Scientists may have found a way to revolutionize renewable energy. They've created organic solar cells, a new class of solar cell that mimics the natural process of plant photosynthesis. There's only one catch--the cell currently lacks the efficiency to compete with the more costly commercial silicon cells. Now, though, researchers have found a way to improve this efficiency.

Organic solar cells replicate photosynthesis using large, carbon-based molecules to harvest sunlight instead of the inorganic semiconductors used in commercial, silicon-based solar cells. These organic cells can be very thin, light and highly flexible.

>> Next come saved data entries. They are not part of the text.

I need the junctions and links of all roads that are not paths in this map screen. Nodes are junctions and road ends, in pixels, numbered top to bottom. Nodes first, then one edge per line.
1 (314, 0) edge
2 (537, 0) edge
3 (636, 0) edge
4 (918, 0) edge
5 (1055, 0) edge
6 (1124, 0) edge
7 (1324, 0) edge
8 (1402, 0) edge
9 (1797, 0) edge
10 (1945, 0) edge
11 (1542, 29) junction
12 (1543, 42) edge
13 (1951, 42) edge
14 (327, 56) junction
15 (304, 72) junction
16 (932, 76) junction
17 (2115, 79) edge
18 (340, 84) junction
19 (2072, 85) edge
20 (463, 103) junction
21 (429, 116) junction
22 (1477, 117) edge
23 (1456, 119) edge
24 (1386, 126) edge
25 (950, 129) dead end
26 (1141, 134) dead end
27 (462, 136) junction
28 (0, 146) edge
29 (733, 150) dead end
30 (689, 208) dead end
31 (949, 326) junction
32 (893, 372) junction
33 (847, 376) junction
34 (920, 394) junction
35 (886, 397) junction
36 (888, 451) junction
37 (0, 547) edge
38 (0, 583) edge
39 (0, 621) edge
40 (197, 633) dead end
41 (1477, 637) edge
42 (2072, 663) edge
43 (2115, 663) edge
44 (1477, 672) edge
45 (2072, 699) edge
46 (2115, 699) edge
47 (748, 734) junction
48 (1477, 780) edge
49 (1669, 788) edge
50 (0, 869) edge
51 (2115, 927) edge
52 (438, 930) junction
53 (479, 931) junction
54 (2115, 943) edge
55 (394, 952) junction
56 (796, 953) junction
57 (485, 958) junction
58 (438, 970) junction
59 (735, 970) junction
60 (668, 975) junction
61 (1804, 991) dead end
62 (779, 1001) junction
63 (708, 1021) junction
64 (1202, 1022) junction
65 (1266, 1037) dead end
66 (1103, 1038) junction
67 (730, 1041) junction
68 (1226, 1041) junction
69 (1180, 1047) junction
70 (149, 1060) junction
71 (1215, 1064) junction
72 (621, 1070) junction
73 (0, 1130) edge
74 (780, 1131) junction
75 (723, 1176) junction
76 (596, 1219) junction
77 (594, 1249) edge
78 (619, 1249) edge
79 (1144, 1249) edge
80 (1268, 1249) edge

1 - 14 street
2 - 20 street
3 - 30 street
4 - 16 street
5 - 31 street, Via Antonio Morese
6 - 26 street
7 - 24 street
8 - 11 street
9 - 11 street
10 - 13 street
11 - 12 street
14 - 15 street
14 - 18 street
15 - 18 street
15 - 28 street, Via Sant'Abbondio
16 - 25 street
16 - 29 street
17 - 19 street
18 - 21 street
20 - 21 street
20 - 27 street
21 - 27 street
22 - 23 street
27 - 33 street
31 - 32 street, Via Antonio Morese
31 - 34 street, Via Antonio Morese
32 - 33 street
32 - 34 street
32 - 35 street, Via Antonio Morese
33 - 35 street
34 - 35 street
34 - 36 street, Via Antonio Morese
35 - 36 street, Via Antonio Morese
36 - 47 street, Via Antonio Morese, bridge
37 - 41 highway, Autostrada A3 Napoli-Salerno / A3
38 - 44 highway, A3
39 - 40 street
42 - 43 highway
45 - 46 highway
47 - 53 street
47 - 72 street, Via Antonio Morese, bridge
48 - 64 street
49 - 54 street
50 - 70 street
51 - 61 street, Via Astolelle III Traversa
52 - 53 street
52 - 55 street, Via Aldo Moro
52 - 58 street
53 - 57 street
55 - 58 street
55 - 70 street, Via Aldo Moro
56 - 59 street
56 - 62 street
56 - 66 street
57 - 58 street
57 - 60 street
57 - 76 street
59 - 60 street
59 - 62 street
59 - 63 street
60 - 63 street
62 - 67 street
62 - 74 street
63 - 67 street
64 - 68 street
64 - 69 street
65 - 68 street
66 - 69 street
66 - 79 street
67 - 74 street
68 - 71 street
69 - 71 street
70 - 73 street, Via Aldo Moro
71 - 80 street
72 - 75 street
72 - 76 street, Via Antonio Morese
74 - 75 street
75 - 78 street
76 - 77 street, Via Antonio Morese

In addition, the cells can be printed from inks similar to newspapers, which means that their production process if far faster and cheaper than current solar cells.

Unfortunately, there are flaws to these cells. Consistency has been a major issue with some molecules working unexpectedly well while others perform indifferently. In order to find out why this is, the scientists took a closer look at these solar cells.

The researchers developed sensitive laser-based technologies to track the motion and interaction of electrons in these cells. In the end, they found that the performance differences between materials could be attributed to the quantum property of "spin," which is a property of particles related to their angular momentum.

There are two flavors of "spin" for electrons: "spin-up" or "spin-down." Electrons in solar cells, though, can be lost through a process called "recombination." This occurs when electrons lose their energy and fall back into an empty state known as the "hole." In the end, the researchers found that by arranging the electrons spin in a specific way, they could block the energy collapse and increase current from the cell.

"This discovery is very exciting, as we can no harness spin physics to improve solar cells, something we had previously not thought possible," said Akshay Rao, one of the researchers, in a news release. "We should see new materials and solar cells that make use of this very soon."

The findings are crucial for creating better designs for these solar cells. They could, in theory, help revolutionize the way we collect sustainable energy.

The findings are published in the journal Nature.